Under what circumstances does the client side terminate a bidi stream?

ykhsu commented 3 years ago

What version of gRPC and what language are you using?

Python 3.8 gRPC 1.25 and 1.18 in CentOS 7, gRPC 1.35 and 1.18 in Windows 10

What operating system (Linux, Windows,...) and version?

Linux CentOS 7 Windows 10

What runtime / compiler are you using (e.g. python version or version of gcc)

Python 3.8 and 2.7.16 on Linux CentOS 7 Python 3.8.6 (64-bit) and 2.7.16 on Windows 10

What did you do?

This is the same issue as documented previously in https://github.com/grpc/grpc/issues/18924. The client code in Python is very simple - creates a subscription request to a server and just loop through whatever received:

notification_stream = stub.Subscribe( filter )
try:
    for notification in notification_stream:
        #  do something with received notification

except Exception as err:
    # handle problems

Under gRPC 1.18 with Python 2.7.16, the loop kept terminating after a few notifications (no, server did not terminate it). After getting no answer, we fixed it by hacking line 230 in https://github.com/grpc/grpc/blob/v1.18.x/src/python/grpcio/grpc/_channel.py to:

                            if state.code is not None:

With that hack, we has been able to keep notifications coming with no issue since.
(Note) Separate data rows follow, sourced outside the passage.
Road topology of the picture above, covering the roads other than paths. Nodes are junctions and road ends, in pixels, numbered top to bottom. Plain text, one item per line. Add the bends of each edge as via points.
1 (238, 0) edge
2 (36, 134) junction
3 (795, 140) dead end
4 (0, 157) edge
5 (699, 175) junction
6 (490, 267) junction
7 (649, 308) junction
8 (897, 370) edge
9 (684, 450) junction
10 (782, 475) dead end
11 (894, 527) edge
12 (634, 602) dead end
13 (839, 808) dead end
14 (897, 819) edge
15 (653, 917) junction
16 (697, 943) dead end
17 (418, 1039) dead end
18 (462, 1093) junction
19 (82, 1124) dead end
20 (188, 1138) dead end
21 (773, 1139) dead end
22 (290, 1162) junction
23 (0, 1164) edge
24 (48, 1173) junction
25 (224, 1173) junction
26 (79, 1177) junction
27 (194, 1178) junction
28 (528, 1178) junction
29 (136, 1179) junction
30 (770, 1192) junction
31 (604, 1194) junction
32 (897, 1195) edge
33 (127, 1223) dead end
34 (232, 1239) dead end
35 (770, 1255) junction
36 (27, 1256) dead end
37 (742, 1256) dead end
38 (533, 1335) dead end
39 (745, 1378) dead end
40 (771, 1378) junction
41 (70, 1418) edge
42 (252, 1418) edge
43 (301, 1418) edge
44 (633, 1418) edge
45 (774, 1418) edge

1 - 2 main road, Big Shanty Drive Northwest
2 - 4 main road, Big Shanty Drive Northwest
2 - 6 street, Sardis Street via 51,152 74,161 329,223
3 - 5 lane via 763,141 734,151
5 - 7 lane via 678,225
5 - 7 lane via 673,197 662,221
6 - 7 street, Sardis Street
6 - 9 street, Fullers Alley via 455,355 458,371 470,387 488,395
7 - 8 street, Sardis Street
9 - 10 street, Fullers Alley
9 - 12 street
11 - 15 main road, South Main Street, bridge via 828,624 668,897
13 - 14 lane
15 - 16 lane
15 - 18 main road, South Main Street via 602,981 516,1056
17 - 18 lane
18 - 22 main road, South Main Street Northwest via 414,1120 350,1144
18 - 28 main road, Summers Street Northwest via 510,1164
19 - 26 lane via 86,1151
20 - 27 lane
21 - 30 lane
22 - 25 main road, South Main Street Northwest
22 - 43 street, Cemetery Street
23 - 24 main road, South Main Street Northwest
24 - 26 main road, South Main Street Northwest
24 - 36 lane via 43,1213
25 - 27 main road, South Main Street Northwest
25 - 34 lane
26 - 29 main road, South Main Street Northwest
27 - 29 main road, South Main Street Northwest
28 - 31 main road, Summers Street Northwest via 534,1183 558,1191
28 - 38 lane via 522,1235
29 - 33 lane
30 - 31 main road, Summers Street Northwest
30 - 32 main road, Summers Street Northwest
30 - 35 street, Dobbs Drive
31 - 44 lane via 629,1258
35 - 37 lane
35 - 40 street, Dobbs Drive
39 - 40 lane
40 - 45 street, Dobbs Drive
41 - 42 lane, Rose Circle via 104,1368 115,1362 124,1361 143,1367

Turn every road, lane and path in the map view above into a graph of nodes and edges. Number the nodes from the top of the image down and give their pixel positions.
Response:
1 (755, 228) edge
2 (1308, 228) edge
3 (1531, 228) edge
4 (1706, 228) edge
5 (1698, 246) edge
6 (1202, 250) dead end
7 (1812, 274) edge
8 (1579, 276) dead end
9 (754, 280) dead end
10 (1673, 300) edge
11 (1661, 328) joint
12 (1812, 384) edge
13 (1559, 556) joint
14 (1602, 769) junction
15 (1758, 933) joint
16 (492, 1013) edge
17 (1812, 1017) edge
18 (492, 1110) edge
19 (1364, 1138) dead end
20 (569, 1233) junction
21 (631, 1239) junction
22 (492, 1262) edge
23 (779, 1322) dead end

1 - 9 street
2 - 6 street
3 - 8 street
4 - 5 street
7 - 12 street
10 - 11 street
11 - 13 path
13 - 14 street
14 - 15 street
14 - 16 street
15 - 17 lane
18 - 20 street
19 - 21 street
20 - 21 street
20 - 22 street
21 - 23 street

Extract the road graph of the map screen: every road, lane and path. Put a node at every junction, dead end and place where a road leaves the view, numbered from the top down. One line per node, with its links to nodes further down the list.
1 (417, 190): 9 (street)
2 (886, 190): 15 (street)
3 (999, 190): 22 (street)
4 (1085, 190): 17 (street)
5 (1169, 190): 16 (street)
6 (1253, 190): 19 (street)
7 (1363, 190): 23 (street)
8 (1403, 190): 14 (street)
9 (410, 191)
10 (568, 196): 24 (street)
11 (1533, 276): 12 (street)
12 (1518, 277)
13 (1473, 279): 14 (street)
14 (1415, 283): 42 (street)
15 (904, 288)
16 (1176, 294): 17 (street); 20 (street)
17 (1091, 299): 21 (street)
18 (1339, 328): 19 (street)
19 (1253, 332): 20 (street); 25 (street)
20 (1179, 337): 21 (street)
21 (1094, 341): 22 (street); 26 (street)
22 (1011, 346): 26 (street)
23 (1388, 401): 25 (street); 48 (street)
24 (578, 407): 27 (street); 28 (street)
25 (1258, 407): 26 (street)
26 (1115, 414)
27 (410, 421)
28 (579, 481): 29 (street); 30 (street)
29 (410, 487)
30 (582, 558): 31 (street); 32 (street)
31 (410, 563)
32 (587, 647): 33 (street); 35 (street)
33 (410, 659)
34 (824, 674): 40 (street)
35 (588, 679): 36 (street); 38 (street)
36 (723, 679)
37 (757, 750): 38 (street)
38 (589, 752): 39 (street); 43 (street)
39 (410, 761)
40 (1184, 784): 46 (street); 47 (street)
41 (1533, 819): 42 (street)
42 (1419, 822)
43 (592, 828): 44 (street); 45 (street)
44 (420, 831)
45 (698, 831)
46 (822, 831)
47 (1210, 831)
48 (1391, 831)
What did you expect to see?

The notification should keep coming until the client decide to cancel the subscription stream.

What did you see instead?

We encounter the same issue again while migrating clients to Python 3.8 with new version of gRPC (1.25/1.35). But this time, https://github.com/grpc/grpc/blob/master/src/python/grpcio/grpc/_channel.py has changed too much for our hack and we don't want to keep dealing with this problem going forward.

From what I can see, after receiving a few notifications from the server, the self._state.code change from None to grpc.StatusCode.OK in line 780 of https://github.com/grpc/grpc/blob/master/src/python/grpcio/grpc/_channel.py. This code change hence ends the iteration for subsequent incoming notification:

            elif self._state.code is grpc.StatusCode.OK:
                raise StopIteration()

The key here, I think, is to understand what would trigger grpc.StatusCode.OK even though the server would continue sending notifications?

Anything else we should know about your project / environment?

The server is a transport network equipment, running CentOS 7, supporting gNMI using gRPC C++ 1.18. The Python clients in question are for test automation and they are primarily executed on CentOS 7. As stated, they are being migrated from Python 2 to 3.

gnossen commented 3 years ago

notification_stream = stub.Subscribe( filter )

Just to confirm, your RPC uses a bidirectional stream, yes?

We're going to need a little more information to figure out what's going on in the native code layer. Can you please capture a run of your application with the premature closure with a couple of environment variables set? GRPC_TRACE=all and GRPC_VERBOSITY=DEBUG should give you a textwall we can sift through to hopefully figure out what's going on under the hood.

It would also be helpful to get the server-side logs with these environment variables set, so we can correlate. That will let us confirm that the problem is entirely on the client side.

I see that there's a similar log attached to the previous issue, but the codebase has changed quite a bit since then, which will make it pretty hard to jump through the codebase to figure things out. Regardless, I'll try to sift though those old logs while waiting on the newer ones.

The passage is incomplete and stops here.